Upon Plaintiff’s release, Defendant Kludy returned Plaintiff’s legal folder, but confiscated some of the contents claiming they were contraband. Plaintiff reports that days later, Defendant Unknown Party #1 told Plaintiff that Defendant Mercer wrote a false misconduct report because of Plaintiff’s request for copies and request to see her supervisor. Plaintiff grieved Mercer, Brown, Kludy, and Unknown Party #1, but he was told by Defendant Barnes, the MCF grievance coordinator, that her supervisors told her to process only the grievance against Mercer. That is the entirety of Plaintiff’s factual allegations relating to his time at MCF. His

allegations regarding his stays at the other prisons have no connection to his allegations regarding MCF except that he claims that he was transferred to DRF in retaliation for filing (or attempting to file) the grievances mentioned above. Plaintiff does not elaborate by explaining who effected the retaliatory transfer. Plaintiff seeks a declaration that Defendants violated his constitutional rights. Plaintiff also asks the Court to award him 2 billion dollars in punitive damages and 2 billion dollars in nominal damages from each Defendant. Plaintiff also seeks an award of 2 billion dollars in compensatory damages from Defendants Unknown Party and Brown. Misjoinder Plaintiff brings this action against dozens of Defendants alleging discrete events that occurred at four prisons over approximately three years. A. Improper joinder Federal Rule of Civil Procedure 20(a) limits the joinder of parties in a single lawsuit, whereas Federal Rule of Civil Procedure 18(a) limits the joinder of claims.
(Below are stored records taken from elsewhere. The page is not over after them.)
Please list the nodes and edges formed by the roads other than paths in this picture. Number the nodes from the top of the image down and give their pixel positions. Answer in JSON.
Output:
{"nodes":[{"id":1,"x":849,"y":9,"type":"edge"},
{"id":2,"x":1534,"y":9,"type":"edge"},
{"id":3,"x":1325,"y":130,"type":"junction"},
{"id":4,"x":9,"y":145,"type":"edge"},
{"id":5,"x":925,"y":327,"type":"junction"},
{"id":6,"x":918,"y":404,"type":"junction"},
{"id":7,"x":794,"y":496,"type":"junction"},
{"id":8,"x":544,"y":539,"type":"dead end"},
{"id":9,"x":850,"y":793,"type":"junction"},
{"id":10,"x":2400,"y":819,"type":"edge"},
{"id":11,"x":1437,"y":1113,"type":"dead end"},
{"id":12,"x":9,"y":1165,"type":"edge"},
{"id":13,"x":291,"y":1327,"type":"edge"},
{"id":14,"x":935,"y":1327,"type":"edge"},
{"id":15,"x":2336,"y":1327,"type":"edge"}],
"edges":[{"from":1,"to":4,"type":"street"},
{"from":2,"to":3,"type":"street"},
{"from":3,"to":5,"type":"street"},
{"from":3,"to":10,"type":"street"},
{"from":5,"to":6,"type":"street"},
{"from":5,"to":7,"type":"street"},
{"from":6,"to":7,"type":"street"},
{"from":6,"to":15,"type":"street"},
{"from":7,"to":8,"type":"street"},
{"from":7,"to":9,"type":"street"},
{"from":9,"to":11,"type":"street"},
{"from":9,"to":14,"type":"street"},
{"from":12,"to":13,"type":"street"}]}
Rule 20(a)(2) governs

when multiple defendants may be joined in one action: [p]ersons . . . may be joined in one action as defendants if: (A) any right to relief is asserted against them jointly, severally, or in the alternative with respect to or arising out of the same transaction, occurrence, or series of transactions or occurrences; and (B) any question of law or fact common to all defendants will arise in the action. Fed. R. Civ. P. 20(a)(2). Rule 18(a) states: “A party asserting a claim . . . may join, as independent or alternative claims, as many claims as it has against an opposing party.” Fed. R. Civ. P. 18(a). Courts have recognized that, where multiple parties are named, as in this case, the analysis under Rule 20 precedes that under Rule 18: Rule 20 deals solely with joinder of parties and becomes relevant only when there is more than one party on one or both sides of the action. It is not concerned with joinder of claims, which is governed by Rule 18. Therefore, in actions involving multiple defendants Rule 20 operates independently of Rule 18. . . . Despite the broad language of Rule 18(a), plaintiff may join multiple defendants in a single action only if plaintiff asserts at least one claim to relief against each of them that arises out of the same transaction or occurrence and presents questions of law or fact common to all. 7 Charles Allen Wright & Arthur R. Miller, Federal Practice and Procedure § 1655 (3d ed. 2001), quoted in Proctor v.